— Assigned task —
Retype each entry exactly as written, and keep the pictures out of the copy.

— Source data —
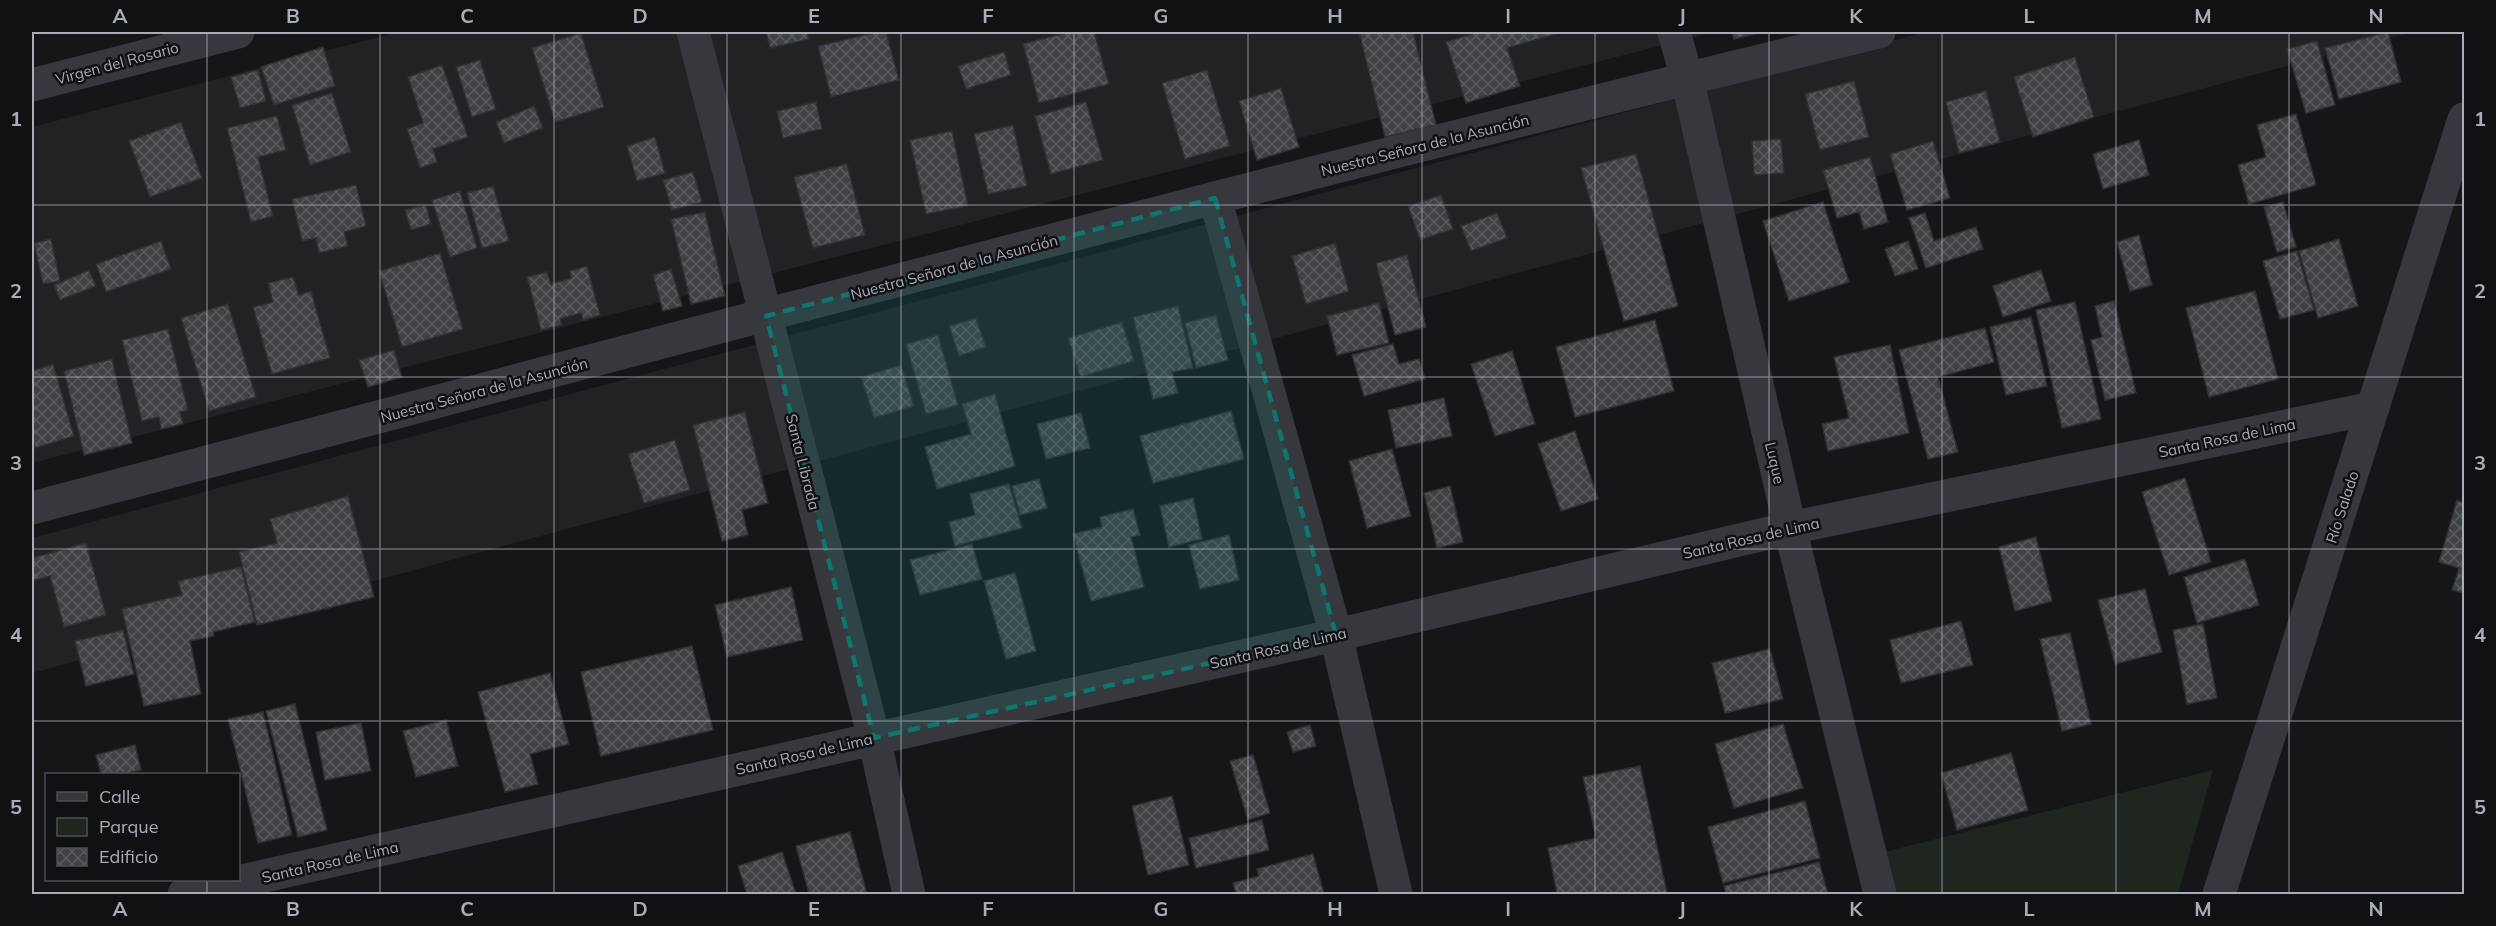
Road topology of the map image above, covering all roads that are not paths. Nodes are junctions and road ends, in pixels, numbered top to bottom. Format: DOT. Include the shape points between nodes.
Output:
graph roads {
  1 [pos="238,32"];
  2 [pos="693,32"];
  3 [pos="1674,32"];
  4 [pos="1879,32"];
  5 [pos="1687,78"];
  6 [pos="32,85"];
  7 [pos="2464,119"];
  8 [pos="2454,184"];
  9 [pos="1215,198"];
  10 [pos="766,316"];
  11 [pos="2373,408"];
  12 [pos="32,508"];
  13 [pos="1790,528"];
  14 [pos="1336,634"];
  15 [pos="874,738"];
  16 [pos="184,894"];
  17 [pos="909,894"];
  18 [pos="1396,894"];
  19 [pos="1880,894"];
  20 [pos="2219,894"];
  1 -- 6 [label="street, Virgen del Rosario"];
  2 -- 10 [label="street, Santa Librada"];
  3 -- 5 [label="street, Luque"];
  4 -- 5 [label="street, Nuestra Señora de la Asunción"];
  5 -- 9 [label="street, Nuestra Señora de la Asunción"];
  5 -- 13 [label="street, Luque"];
  7 -- 8 [label="street, Río Salado"];
  8 -- 11 [label="street, Río Salado"];
  9 -- 10 [label="street, Nuestra Señora de la Asunción"];
  9 -- 14 [label="street"];
  10 -- 12 [label="street, Nuestra Señora de la Asunción"];
  10 -- 15 [label="street, Santa Librada"];
  11 -- 13 [label="street, Santa Rosa de Lima"];
  11 -- 20 [label="street, Río Salado"];
  13 -- 14 [label="street, Santa Rosa de Lima"];
  13 -- 19 [label="street, Luque"];
  14 -- 15 [label="street, Santa Rosa de Lima"];
  14 -- 18 [label="street"];
  15 -- 16 [label="street, Santa Rosa de Lima"];
  15 -- 17 [label="street, Santa Librada"];
}
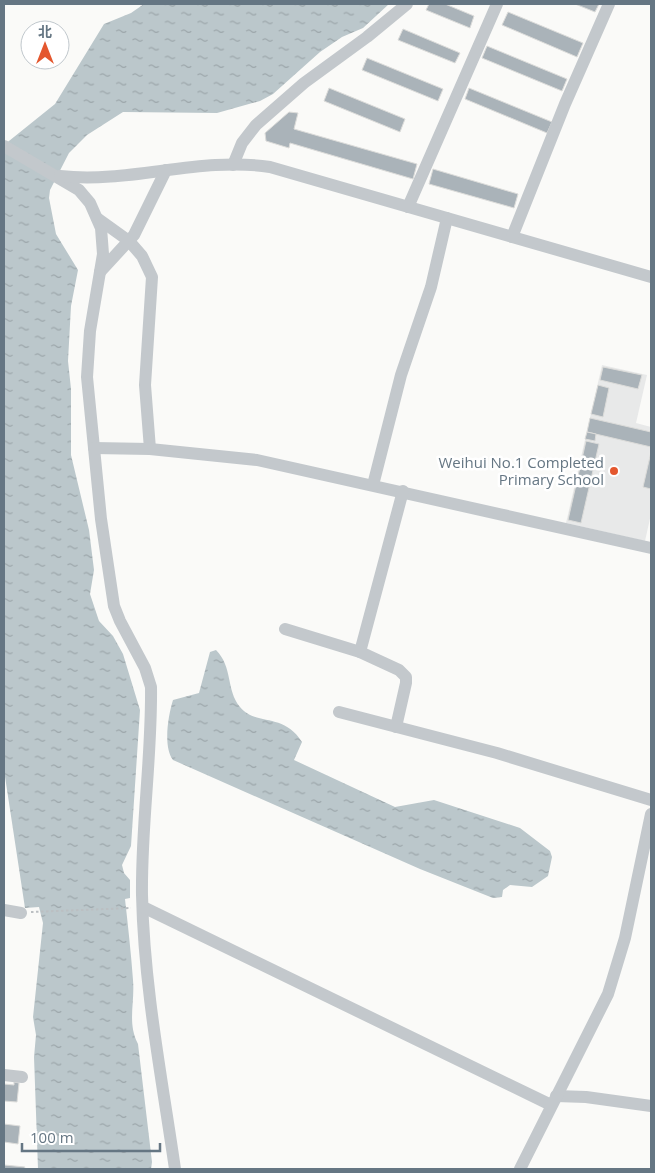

— Exercise output —
Road topology of the map image above, covering all roads that are not paths. Nodes are junctions and road ends, in pixels, numbered top to bottom. Format: DOT. Include the shape points between nodes.
Output:
graph roads {
  1 [pos="238,32"];
  2 [pos="693,32"];
  3 [pos="1674,32"];
  4 [pos="1879,32"];
  5 [pos="1687,78"];
  6 [pos="32,85"];
  7 [pos="2464,119"];
  8 [pos="2454,184"];
  9 [pos="1215,198"];
  10 [pos="766,316"];
  11 [pos="2373,408"];
  12 [pos="32,508"];
  13 [pos="1790,528"];
  14 [pos="1336,634"];
  15 [pos="874,738"];
  16 [pos="184,894"];
  17 [pos="909,894"];
  18 [pos="1396,894"];
  19 [pos="1880,894"];
  20 [pos="2219,894"];
  1 -- 6 [label="street, Virgen del Rosario"];
  2 -- 10 [label="street, Santa Librada"];
  3 -- 5 [label="street, Luque"];
  4 -- 5 [label="street, Nuestra Señora de la Asunción"];
  5 -- 9 [label="street, Nuestra Señora de la Asunción"];
  5 -- 13 [label="street, Luque"];
  7 -- 8 [label="street, Río Salado"];
  8 -- 11 [label="street, Río Salado"];
  9 -- 10 [label="street, Nuestra Señora de la Asunción"];
  9 -- 14 [label="street"];
  10 -- 12 [label="street, Nuestra Señora de la Asunción"];
  10 -- 15 [label="street, Santa Librada"];
  11 -- 13 [label="street, Santa Rosa de Lima"];
  11 -- 20 [label="street, Río Salado"];
  13 -- 14 [label="street, Santa Rosa de Lima"];
  13 -- 19 [label="street, Luque"];
  14 -- 15 [label="street, Santa Rosa de Lima"];
  14 -- 18 [label="street"];
  15 -- 16 [label="street, Santa Rosa de Lima"];
  15 -- 17 [label="street, Santa Librada"];
}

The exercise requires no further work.